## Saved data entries

* * * * * * * * *

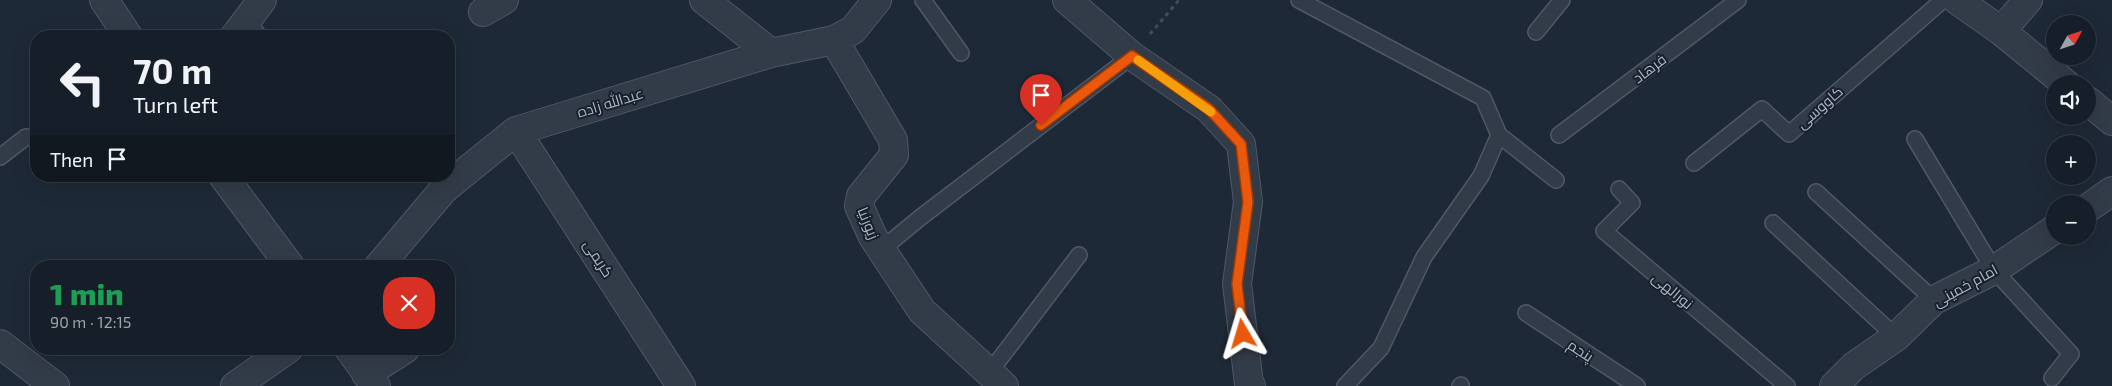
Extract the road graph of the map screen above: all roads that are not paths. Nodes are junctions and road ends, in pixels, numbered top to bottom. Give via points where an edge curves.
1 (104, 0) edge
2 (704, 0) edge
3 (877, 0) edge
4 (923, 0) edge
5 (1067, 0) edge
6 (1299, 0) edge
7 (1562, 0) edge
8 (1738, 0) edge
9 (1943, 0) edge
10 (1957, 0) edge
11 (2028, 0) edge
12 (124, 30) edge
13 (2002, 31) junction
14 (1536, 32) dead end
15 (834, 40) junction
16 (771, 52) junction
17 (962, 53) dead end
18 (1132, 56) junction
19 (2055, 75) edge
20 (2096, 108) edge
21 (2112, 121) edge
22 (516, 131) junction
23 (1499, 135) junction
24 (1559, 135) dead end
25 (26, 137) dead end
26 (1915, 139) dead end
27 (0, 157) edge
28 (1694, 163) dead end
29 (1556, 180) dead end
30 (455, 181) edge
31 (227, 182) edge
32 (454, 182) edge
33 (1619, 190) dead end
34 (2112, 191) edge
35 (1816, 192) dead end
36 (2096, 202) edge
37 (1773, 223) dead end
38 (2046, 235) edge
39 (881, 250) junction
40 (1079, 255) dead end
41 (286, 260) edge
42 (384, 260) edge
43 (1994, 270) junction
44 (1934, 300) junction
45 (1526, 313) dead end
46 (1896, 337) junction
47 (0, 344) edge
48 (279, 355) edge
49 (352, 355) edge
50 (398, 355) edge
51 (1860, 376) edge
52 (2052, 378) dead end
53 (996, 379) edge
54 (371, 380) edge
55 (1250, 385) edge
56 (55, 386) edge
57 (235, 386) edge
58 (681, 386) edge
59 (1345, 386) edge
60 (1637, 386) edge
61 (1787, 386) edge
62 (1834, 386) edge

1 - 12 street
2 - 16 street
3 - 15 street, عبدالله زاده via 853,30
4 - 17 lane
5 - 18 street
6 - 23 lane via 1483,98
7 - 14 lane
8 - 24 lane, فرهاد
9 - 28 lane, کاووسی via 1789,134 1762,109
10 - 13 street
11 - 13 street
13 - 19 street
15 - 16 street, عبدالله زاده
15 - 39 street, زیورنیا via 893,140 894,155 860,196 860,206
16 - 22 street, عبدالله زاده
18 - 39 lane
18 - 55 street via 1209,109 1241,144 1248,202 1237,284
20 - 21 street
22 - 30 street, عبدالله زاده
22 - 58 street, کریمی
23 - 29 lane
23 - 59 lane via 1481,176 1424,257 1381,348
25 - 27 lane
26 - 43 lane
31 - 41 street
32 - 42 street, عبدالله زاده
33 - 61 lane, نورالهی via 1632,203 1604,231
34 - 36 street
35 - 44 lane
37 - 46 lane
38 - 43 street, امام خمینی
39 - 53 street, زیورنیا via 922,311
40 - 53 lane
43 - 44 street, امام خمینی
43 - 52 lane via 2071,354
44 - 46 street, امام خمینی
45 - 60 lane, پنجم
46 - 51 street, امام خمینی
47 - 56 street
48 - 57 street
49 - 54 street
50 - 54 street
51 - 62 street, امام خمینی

* * * * * * * * *

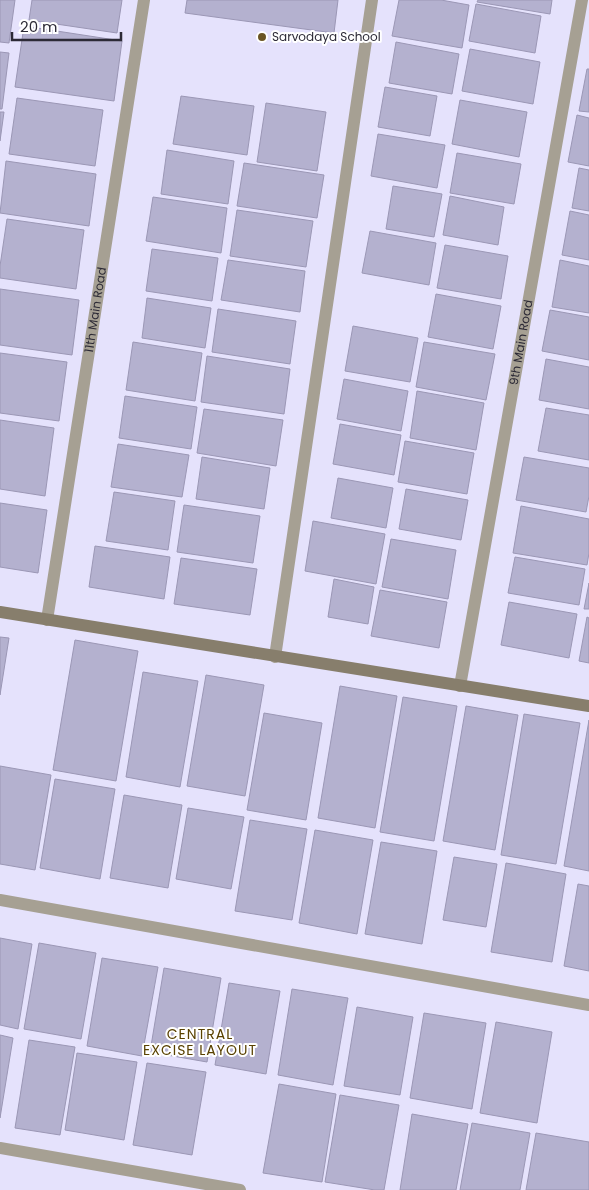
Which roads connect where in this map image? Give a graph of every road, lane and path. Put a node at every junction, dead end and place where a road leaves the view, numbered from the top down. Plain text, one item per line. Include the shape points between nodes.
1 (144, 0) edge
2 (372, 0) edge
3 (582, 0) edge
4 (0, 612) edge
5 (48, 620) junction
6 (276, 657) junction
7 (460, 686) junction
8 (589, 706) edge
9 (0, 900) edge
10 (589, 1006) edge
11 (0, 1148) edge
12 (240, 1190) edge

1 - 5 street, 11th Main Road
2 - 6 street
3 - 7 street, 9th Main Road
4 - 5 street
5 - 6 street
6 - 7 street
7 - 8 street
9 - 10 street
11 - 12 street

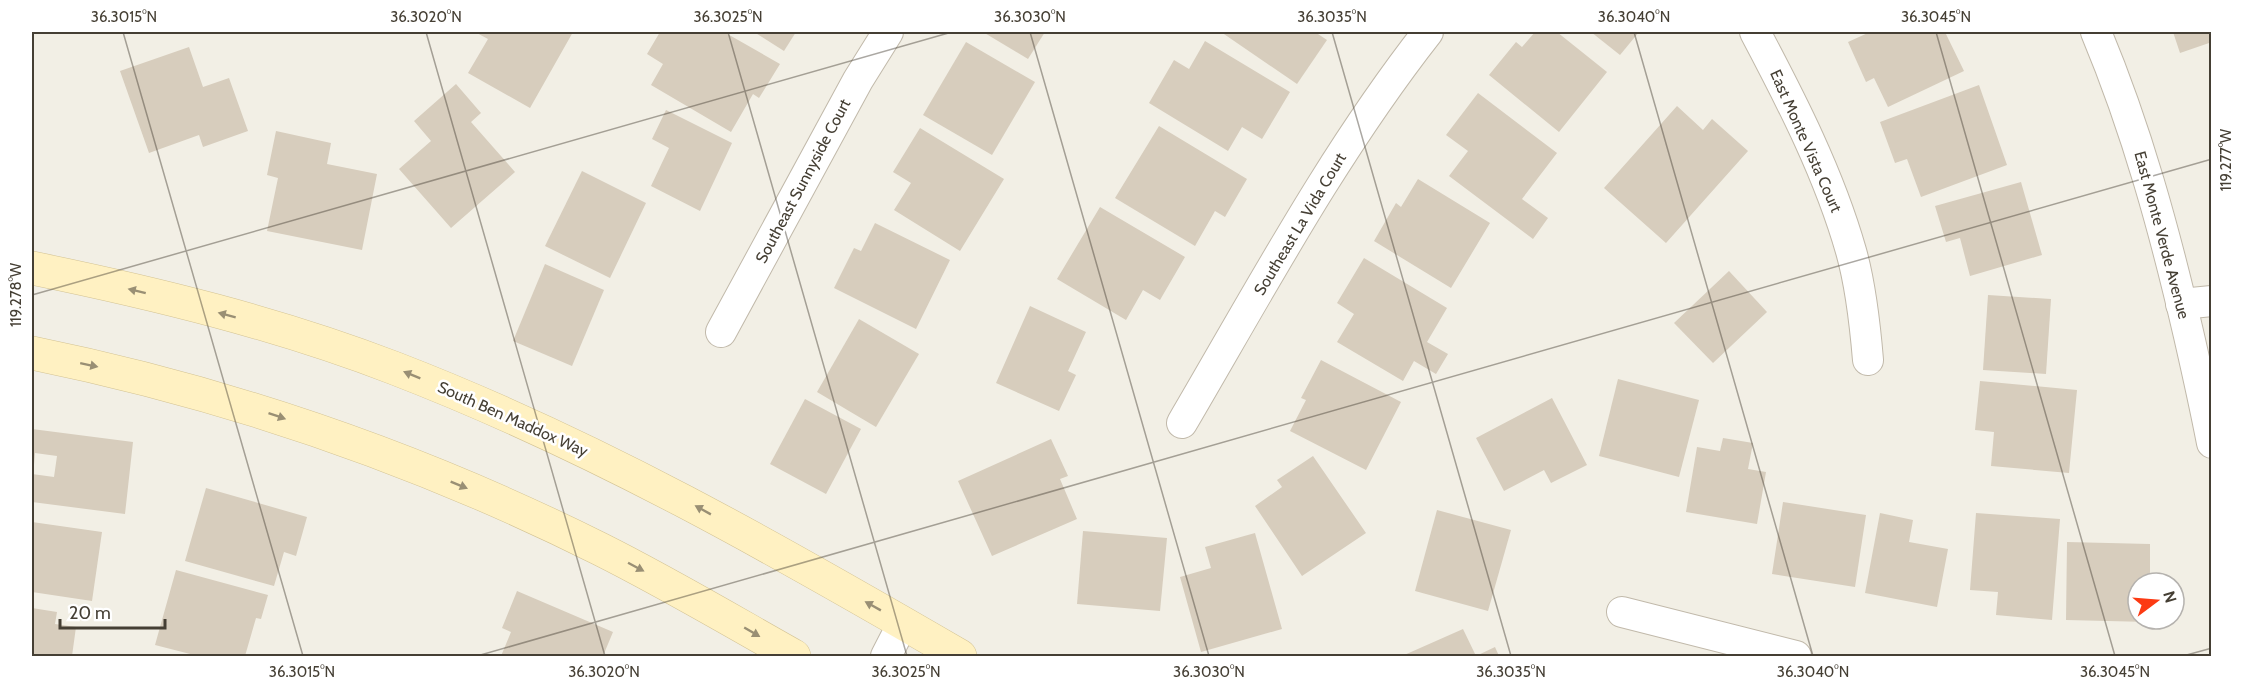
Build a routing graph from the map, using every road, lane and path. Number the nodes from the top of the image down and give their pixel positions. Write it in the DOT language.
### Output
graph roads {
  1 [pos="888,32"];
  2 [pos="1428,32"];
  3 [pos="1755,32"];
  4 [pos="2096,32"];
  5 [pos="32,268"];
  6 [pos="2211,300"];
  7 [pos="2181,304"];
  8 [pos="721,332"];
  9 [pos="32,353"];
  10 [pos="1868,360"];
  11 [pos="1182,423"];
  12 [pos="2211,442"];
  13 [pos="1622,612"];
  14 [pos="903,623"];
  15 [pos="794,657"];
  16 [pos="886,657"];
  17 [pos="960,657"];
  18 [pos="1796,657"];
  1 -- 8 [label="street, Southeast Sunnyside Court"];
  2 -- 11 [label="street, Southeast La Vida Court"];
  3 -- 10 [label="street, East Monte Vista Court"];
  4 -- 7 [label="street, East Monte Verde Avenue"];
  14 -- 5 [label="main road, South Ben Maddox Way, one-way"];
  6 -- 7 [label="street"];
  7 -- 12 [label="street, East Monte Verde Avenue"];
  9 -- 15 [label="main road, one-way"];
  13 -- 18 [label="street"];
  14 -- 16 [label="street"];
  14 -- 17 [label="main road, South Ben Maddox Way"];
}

* * * * * * * * *

## WORK TO COMPLETE
Copy exactly the lines of the entries above from the one containing "Which roads connect" through the one containing "Build a routing". Both end lines count; pictures do not.

## EXERCISE RESULT
Which roads connect where in this map image? Give a graph of every road, lane and path. Put a node at every junction, dead end and place where a road leaves the view, numbered from the top down. Plain text, one item per line. Include the shape points between nodes.
1 (144, 0) edge
2 (372, 0) edge
3 (582, 0) edge
4 (0, 612) edge
5 (48, 620) junction
6 (276, 657) junction
7 (460, 686) junction
8 (589, 706) edge
9 (0, 900) edge
10 (589, 1006) edge
11 (0, 1148) edge
12 (240, 1190) edge

1 - 5 street, 11th Main Road
2 - 6 street
3 - 7 street, 9th Main Road
4 - 5 street
5 - 6 street
6 - 7 street
7 - 8 street
9 - 10 street
11 - 12 street

Build a routing graph from the map, using every road, lane and path. Number the nodes from the top of the image down and give their pixel positions. Write it in the DOT language.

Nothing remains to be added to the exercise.